(Dataset entries)

_ _ _

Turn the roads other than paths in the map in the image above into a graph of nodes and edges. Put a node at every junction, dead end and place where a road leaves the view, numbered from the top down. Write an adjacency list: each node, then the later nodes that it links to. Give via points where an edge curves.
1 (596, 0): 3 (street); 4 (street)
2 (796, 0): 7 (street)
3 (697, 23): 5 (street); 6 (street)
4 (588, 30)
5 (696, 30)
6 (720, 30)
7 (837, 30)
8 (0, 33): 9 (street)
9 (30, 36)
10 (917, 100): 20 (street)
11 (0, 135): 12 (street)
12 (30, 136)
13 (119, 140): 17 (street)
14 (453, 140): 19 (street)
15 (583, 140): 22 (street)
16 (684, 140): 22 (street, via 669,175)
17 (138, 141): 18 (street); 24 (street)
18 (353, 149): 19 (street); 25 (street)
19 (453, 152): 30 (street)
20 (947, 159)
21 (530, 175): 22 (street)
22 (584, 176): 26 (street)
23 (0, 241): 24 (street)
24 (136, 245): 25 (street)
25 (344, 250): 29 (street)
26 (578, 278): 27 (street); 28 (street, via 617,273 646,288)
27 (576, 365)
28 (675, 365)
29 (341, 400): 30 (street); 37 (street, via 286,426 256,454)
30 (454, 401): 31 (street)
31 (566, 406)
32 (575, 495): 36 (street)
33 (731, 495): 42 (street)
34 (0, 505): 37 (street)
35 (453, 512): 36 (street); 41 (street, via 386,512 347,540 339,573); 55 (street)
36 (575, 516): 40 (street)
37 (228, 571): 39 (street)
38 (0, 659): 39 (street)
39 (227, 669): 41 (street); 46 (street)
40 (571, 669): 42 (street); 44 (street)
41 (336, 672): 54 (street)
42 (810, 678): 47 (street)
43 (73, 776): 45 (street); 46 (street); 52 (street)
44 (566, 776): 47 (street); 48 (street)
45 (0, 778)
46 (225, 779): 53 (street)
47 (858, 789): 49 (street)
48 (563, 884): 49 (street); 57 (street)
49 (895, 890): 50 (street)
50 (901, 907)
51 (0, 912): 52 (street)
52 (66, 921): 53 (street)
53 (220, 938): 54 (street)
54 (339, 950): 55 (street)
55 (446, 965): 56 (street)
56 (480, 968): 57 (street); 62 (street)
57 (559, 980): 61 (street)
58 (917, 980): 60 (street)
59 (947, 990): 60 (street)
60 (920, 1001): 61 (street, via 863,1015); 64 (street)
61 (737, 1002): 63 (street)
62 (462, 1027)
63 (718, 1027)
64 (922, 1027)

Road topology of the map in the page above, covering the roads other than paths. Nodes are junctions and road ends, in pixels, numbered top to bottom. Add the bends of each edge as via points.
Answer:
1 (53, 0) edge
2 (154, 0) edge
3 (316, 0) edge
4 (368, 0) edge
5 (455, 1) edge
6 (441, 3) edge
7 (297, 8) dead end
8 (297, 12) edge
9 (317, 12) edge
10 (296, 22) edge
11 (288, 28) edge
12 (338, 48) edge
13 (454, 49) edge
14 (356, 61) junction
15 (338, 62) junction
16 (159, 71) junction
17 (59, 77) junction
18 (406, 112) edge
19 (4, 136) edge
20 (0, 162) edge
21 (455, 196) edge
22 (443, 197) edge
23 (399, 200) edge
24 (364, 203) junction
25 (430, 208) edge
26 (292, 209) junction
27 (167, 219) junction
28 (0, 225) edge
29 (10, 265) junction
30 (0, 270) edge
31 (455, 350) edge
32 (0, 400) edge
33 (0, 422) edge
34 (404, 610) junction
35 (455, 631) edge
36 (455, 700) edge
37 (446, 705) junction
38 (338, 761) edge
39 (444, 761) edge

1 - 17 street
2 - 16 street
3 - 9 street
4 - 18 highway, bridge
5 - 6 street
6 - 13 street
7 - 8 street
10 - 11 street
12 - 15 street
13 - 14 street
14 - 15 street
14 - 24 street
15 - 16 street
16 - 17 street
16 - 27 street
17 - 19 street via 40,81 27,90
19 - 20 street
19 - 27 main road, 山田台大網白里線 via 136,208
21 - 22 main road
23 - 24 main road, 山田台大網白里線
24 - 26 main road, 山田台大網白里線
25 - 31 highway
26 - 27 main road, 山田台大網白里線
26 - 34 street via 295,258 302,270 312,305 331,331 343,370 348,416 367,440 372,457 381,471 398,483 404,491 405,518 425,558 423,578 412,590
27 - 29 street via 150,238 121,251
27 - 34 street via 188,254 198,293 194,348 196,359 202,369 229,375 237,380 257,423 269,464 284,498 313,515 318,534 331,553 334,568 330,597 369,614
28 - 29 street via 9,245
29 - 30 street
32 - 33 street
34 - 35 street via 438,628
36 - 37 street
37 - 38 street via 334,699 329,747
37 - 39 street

_ _ _

#### TASK REQUIREMENTS:
Word for word, write out every entry shown above.

#### COMPLETED TASK:
Turn the roads other than paths in the map in the image above into a graph of nodes and edges. Put a node at every junction, dead end and place where a road leaves the view, numbered from the top down. Write an adjacency list: each node, then the later nodes that it links to. Give via points where an edge curves.
1 (596, 0): 3 (street); 4 (street)
2 (796, 0): 7 (street)
3 (697, 23): 5 (street); 6 (street)
4 (588, 30)
5 (696, 30)
6 (720, 30)
7 (837, 30)
8 (0, 33): 9 (street)
9 (30, 36)
10 (917, 100): 20 (street)
11 (0, 135): 12 (street)
12 (30, 136)
13 (119, 140): 17 (street)
14 (453, 140): 19 (street)
15 (583, 140): 22 (street)
16 (684, 140): 22 (street, via 669,175)
17 (138, 141): 18 (street); 24 (street)
18 (353, 149): 19 (street); 25 (street)
19 (453, 152): 30 (street)
20 (947, 159)
21 (530, 175): 22 (street)
22 (584, 176): 26 (street)
23 (0, 241): 24 (street)
24 (136, 245): 25 (street)
25 (344, 250): 29 (street)
26 (578, 278): 27 (street); 28 (street, via 617,273 646,288)
27 (576, 365)
28 (675, 365)
29 (341, 400): 30 (street); 37 (street, via 286,426 256,454)
30 (454, 401): 31 (street)
31 (566, 406)
32 (575, 495): 36 (street)
33 (731, 495): 42 (street)
34 (0, 505): 37 (street)
35 (453, 512): 36 (street); 41 (street, via 386,512 347,540 339,573); 55 (street)
36 (575, 516): 40 (street)
37 (228, 571): 39 (street)
38 (0, 659): 39 (street)
39 (227, 669): 41 (street); 46 (street)
40 (571, 669): 42 (street); 44 (street)
41 (336, 672): 54 (street)
42 (810, 678): 47 (street)
43 (73, 776): 45 (street); 46 (street); 52 (street)
44 (566, 776): 47 (street); 48 (street)
45 (0, 778)
46 (225, 779): 53 (street)
47 (858, 789): 49 (street)
48 (563, 884): 49 (street); 57 (street)
49 (895, 890): 50 (street)
50 (901, 907)
51 (0, 912): 52 (street)
52 (66, 921): 53 (street)
53 (220, 938): 54 (street)
54 (339, 950): 55 (street)
55 (446, 965): 56 (street)
56 (480, 968): 57 (street); 62 (street)
57 (559, 980): 61 (street)
58 (917, 980): 60 (street)
59 (947, 990): 60 (street)
60 (920, 1001): 61 (street, via 863,1015); 64 (street)
61 (737, 1002): 63 (street)
62 (462, 1027)
63 (718, 1027)
64 (922, 1027)

Road topology of the map in the page above, covering the roads other than paths. Nodes are junctions and road ends, in pixels, numbered top to bottom. Add the bends of each edge as via points.
Answer:
1 (53, 0) edge
2 (154, 0) edge
3 (316, 0) edge
4 (368, 0) edge
5 (455, 1) edge
6 (441, 3) edge
7 (297, 8) dead end
8 (297, 12) edge
9 (317, 12) edge
10 (296, 22) edge
11 (288, 28) edge
12 (338, 48) edge
13 (454, 49) edge
14 (356, 61) junction
15 (338, 62) junction
16 (159, 71) junction
17 (59, 77) junction
18 (406, 112) edge
19 (4, 136) edge
20 (0, 162) edge
21 (455, 196) edge
22 (443, 197) edge
23 (399, 200) edge
24 (364, 203) junction
25 (430, 208) edge
26 (292, 209) junction
27 (167, 219) junction
28 (0, 225) edge
29 (10, 265) junction
30 (0, 270) edge
31 (455, 350) edge
32 (0, 400) edge
33 (0, 422) edge
34 (404, 610) junction
35 (455, 631) edge
36 (455, 700) edge
37 (446, 705) junction
38 (338, 761) edge
39 (444, 761) edge

1 - 17 street
2 - 16 street
3 - 9 street
4 - 18 highway, bridge
5 - 6 street
6 - 13 street
7 - 8 street
10 - 11 street
12 - 15 street
13 - 14 street
14 - 15 street
14 - 24 street
15 - 16 street
16 - 17 street
16 - 27 street
17 - 19 street via 40,81 27,90
19 - 20 street
19 - 27 main road, 山田台大網白里線 via 136,208
21 - 22 main road
23 - 24 main road, 山田台大網白里線
24 - 26 main road, 山田台大網白里線
25 - 31 highway
26 - 27 main road, 山田台大網白里線
26 - 34 street via 295,258 302,270 312,305 331,331 343,370 348,416 367,440 372,457 381,471 398,483 404,491 405,518 425,558 423,578 412,590
27 - 29 street via 150,238 121,251
27 - 34 street via 188,254 198,293 194,348 196,359 202,369 229,375 237,380 257,423 269,464 284,498 313,515 318,534 331,553 334,568 330,597 369,614
28 - 29 street via 9,245
29 - 30 street
32 - 33 street
34 - 35 street via 438,628
36 - 37 street
37 - 38 street via 334,699 329,747
37 - 39 street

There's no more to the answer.